WASHINGTON (AP) — The U.S. trade deficit surged to a record $74.4 billion in March as an improving U.S. economy boosted purchases of imported foreign goods. The Commerce Department reported that the March deficit was 5.6% higher than the February gap of $70,5 billion. The trade deficit is the gap between what America buys from abroad and what it sells to other countries. Imports rose 6.3% to $274.5 billion while exports increased 6.6% to $200 billion. The U.S. imports so much more than it exports that in dollar terms, the rise in imports was greater. The politically sensitive deficit with China in goods rose 11.6% to $27.7 billion, as usual, the largest deficit with any single country.

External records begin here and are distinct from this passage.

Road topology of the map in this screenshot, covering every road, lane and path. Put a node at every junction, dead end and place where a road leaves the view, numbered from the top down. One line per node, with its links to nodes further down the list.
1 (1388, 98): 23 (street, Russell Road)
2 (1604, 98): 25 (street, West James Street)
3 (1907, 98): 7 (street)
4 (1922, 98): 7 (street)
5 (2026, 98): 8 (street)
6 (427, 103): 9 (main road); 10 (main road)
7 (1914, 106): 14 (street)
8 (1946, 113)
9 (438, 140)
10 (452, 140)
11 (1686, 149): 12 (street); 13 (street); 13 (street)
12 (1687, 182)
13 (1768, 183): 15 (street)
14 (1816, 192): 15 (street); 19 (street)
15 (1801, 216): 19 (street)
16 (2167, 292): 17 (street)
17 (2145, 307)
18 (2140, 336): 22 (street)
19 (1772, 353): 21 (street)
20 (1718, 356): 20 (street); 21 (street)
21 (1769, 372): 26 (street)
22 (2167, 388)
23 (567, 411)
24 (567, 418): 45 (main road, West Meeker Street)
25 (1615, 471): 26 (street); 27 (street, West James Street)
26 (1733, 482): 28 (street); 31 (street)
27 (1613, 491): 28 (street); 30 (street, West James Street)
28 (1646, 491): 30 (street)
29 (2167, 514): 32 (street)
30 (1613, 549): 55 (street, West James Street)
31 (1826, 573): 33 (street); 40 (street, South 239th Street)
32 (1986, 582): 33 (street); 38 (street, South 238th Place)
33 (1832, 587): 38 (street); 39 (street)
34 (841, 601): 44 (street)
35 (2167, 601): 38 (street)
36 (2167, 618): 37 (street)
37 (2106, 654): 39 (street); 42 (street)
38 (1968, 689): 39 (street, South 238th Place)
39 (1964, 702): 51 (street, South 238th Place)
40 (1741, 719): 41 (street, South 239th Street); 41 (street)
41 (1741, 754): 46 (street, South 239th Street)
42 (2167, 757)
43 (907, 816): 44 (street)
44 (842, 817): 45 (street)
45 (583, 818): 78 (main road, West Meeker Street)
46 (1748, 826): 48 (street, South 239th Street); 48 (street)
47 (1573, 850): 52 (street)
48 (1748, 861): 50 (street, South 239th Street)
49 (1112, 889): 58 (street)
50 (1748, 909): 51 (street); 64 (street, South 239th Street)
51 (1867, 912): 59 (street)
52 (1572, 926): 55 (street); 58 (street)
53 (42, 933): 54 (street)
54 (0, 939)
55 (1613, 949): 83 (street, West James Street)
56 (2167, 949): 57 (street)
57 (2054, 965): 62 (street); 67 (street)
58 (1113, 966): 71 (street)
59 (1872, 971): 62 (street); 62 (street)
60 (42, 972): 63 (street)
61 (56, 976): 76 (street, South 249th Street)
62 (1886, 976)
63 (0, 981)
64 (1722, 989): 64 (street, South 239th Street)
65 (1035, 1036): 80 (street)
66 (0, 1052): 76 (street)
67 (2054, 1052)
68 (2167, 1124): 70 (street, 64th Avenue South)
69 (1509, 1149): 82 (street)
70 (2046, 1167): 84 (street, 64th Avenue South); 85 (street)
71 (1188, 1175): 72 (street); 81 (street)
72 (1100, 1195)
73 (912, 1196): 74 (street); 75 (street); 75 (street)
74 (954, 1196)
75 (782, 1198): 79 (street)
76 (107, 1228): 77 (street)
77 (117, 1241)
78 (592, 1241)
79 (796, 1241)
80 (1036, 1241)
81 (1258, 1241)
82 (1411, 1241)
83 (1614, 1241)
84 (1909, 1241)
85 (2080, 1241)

Pfizer’s posts $4.9B 1Q profit as vaccine strategy pays off

NEW YORK (AP) — Selling vaccines during a pandemic has boosted Pfizer’s bottom line and proven that a strategy it embarked upon over a decade ago is now paying off handsomely. The New York-based pharmaceutical giant earned $4.9 billion in the first three months of the year and dramatically raised its profit forecast for all of 2021 thanks to strong demand for its COVID-19 vaccine. The company, along with its German partner BioNTech, anticipate strong revenue from the vaccine and booster shots for the next three years. Once viewed as a marketing machine for blockbuster treatments such as Viagra and Lipitor, Pfizer has transformed itself into a powerhouse for delivering drugs that treat cancer, rare diseases — and vaccines.

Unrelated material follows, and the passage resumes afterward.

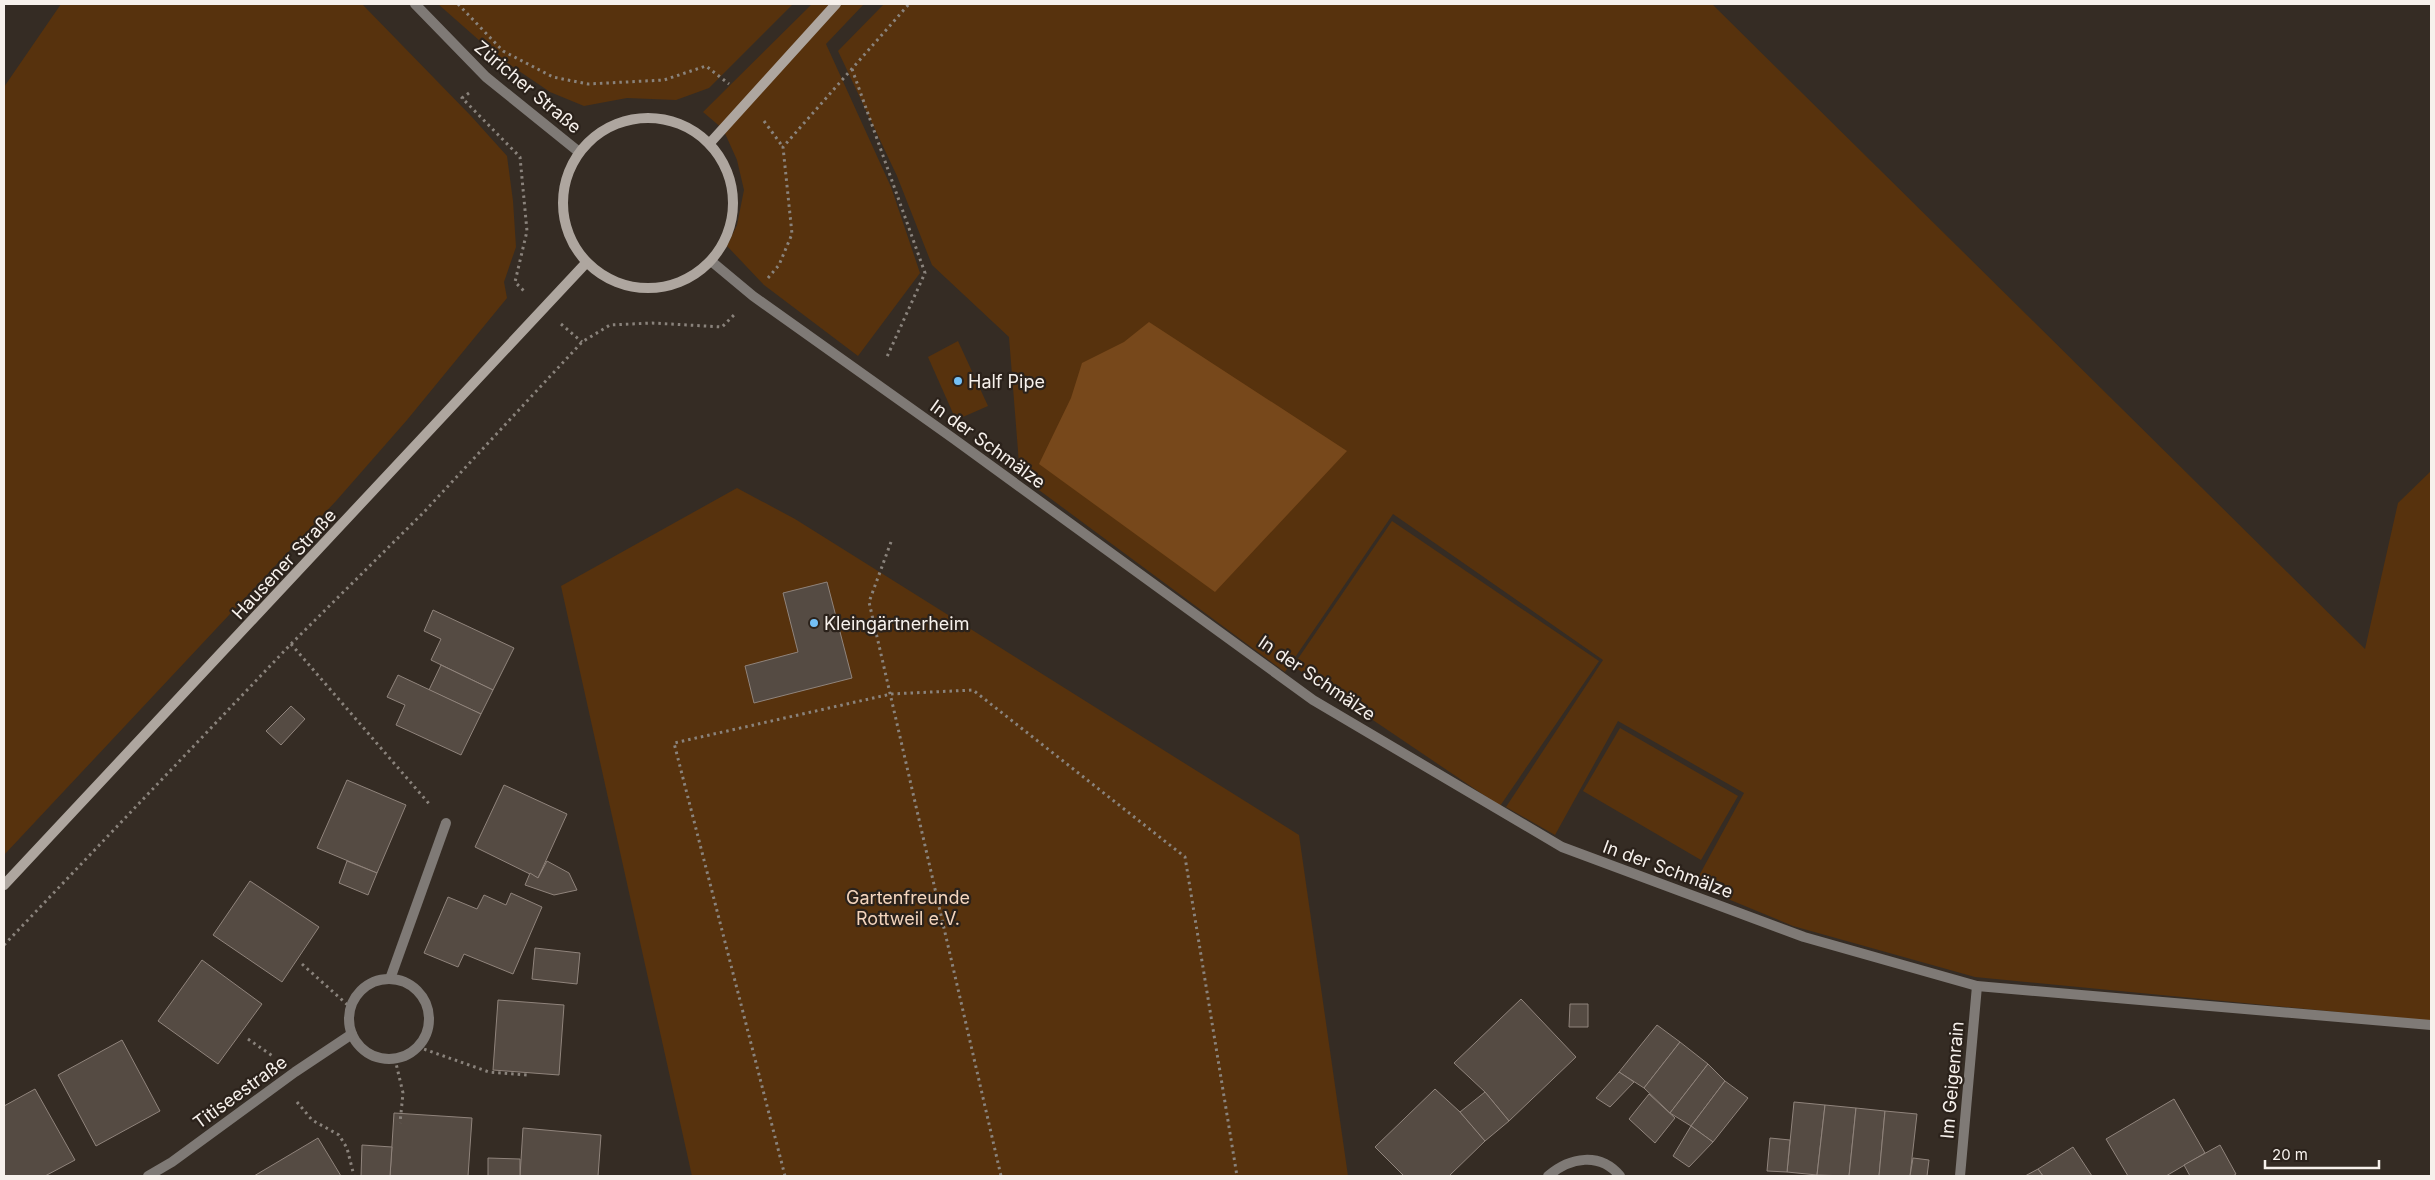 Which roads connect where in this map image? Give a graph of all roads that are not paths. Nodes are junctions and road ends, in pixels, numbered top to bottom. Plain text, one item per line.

Gap to sell Intermix clothing chain to private equity firm

SAN FRANCISCO (AP) — Gap Inc. has signed a deal to sell the upscale clothing chain Intermix to private equity firm Altamont Capital Partners. Gap said Tuesday that Altamont Capital intends to acquire the entire Intermix business, including all store leases, e-commerce and assets. It didn’t disclose the purchase price. The move comes as Gap is trying to slim down its portfolio of brands to better focus on its namesake business as well as Old Navy, Banana Republic and Athleta. Last month, Gap completed a deal to sell Janie and Jack, a children’s clothing chain to Go Global Retail, a company that invests in fashion and consumer brands.


The S&P 500 fell 28 points, or 0.7%, to 4,164.66. The Dow Jones Industrial Average rose 19.80, or 0.1%, to 34,133.03. The Nasdaq fell 261.61 points, or 1.9%, to 13,633.50. The Russell 2000 index of smaller companies fell 29.17 points, or 1.3% to 2,248.29.